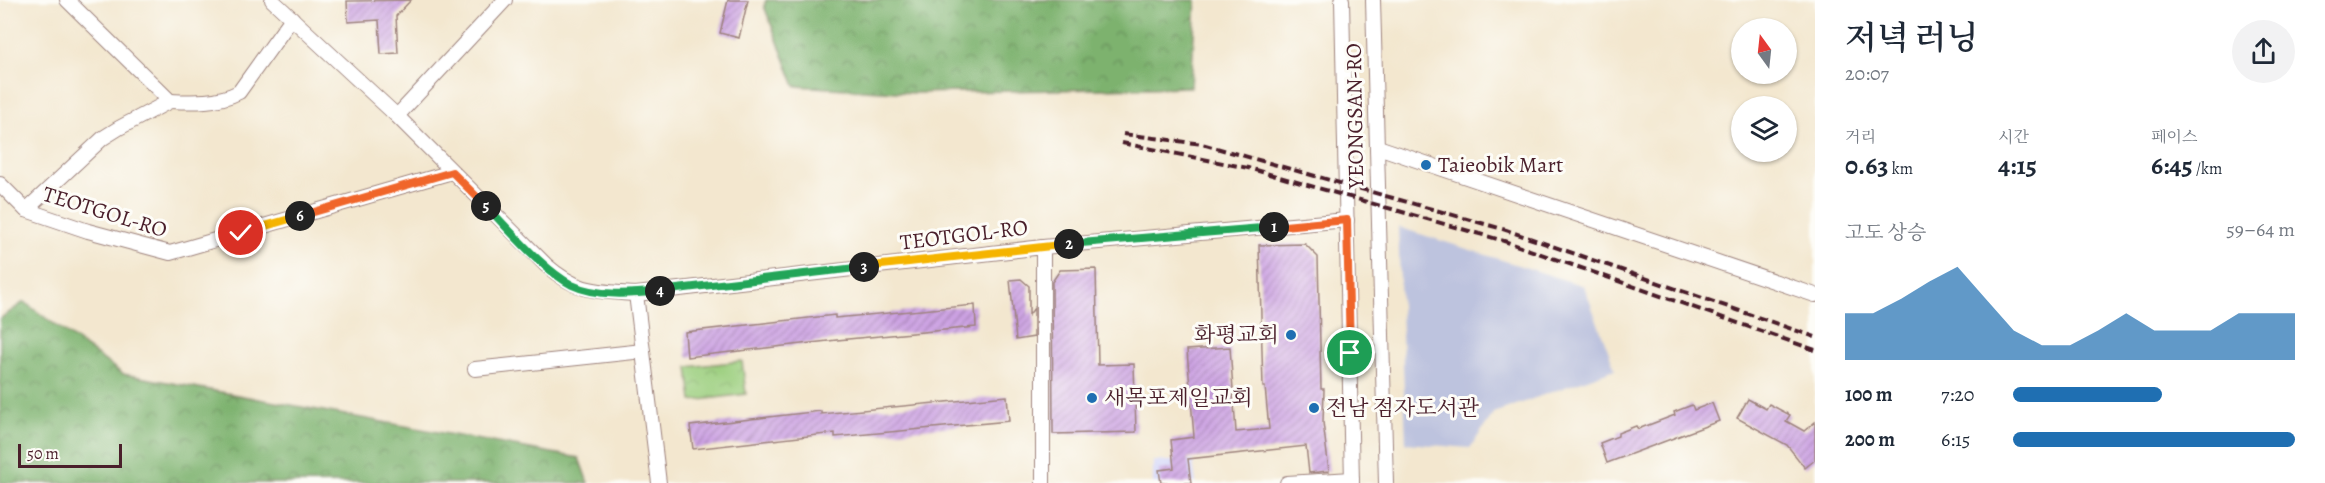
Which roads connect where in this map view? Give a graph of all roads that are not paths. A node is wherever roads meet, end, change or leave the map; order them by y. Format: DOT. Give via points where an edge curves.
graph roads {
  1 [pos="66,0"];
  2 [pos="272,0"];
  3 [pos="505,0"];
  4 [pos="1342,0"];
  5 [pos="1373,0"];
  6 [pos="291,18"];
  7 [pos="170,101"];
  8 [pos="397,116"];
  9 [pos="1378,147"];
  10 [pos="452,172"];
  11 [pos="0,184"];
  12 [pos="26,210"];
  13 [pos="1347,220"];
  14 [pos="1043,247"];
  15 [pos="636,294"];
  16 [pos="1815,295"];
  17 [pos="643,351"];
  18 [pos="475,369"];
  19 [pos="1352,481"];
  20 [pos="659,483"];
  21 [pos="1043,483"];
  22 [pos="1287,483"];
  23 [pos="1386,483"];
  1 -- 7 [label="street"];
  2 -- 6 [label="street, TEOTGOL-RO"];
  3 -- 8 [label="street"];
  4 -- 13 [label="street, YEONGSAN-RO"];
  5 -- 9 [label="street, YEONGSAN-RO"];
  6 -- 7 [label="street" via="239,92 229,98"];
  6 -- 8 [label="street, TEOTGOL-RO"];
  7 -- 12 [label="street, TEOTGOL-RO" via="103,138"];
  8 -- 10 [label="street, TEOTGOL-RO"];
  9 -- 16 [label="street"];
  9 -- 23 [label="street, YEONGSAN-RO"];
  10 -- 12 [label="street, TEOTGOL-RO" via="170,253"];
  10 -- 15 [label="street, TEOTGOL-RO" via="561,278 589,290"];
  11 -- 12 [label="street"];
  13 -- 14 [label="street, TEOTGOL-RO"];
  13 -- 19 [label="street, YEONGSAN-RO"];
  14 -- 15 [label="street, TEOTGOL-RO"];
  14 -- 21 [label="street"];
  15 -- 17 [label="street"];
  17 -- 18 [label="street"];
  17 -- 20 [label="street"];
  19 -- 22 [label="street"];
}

────────────────────

ASSIGNED TASK>
Every line above is to be reproduced verbatim, and the pictures are to be omitted.

FINISHED TASK>
Which roads connect where in this map view? Give a graph of all roads that are not paths. A node is wherever roads meet, end, change or leave the map; order them by y. Format: DOT. Give via points where an edge curves.
graph roads {
  1 [pos="66,0"];
  2 [pos="272,0"];
  3 [pos="505,0"];
  4 [pos="1342,0"];
  5 [pos="1373,0"];
  6 [pos="291,18"];
  7 [pos="170,101"];
  8 [pos="397,116"];
  9 [pos="1378,147"];
  10 [pos="452,172"];
  11 [pos="0,184"];
  12 [pos="26,210"];
  13 [pos="1347,220"];
  14 [pos="1043,247"];
  15 [pos="636,294"];
  16 [pos="1815,295"];
  17 [pos="643,351"];
  18 [pos="475,369"];
  19 [pos="1352,481"];
  20 [pos="659,483"];
  21 [pos="1043,483"];
  22 [pos="1287,483"];
  23 [pos="1386,483"];
  1 -- 7 [label="street"];
  2 -- 6 [label="street, TEOTGOL-RO"];
  3 -- 8 [label="street"];
  4 -- 13 [label="street, YEONGSAN-RO"];
  5 -- 9 [label="street, YEONGSAN-RO"];
  6 -- 7 [label="street" via="239,92 229,98"];
  6 -- 8 [label="street, TEOTGOL-RO"];
  7 -- 12 [label="street, TEOTGOL-RO" via="103,138"];
  8 -- 10 [label="street, TEOTGOL-RO"];
  9 -- 16 [label="street"];
  9 -- 23 [label="street, YEONGSAN-RO"];
  10 -- 12 [label="street, TEOTGOL-RO" via="170,253"];
  10 -- 15 [label="street, TEOTGOL-RO" via="561,278 589,290"];
  11 -- 12 [label="street"];
  13 -- 14 [label="street, TEOTGOL-RO"];
  13 -- 19 [label="street, YEONGSAN-RO"];
  14 -- 15 [label="street, TEOTGOL-RO"];
  14 -- 21 [label="street"];
  15 -- 17 [label="street"];
  17 -- 18 [label="street"];
  17 -- 20 [label="street"];
  19 -- 22 [label="street"];
}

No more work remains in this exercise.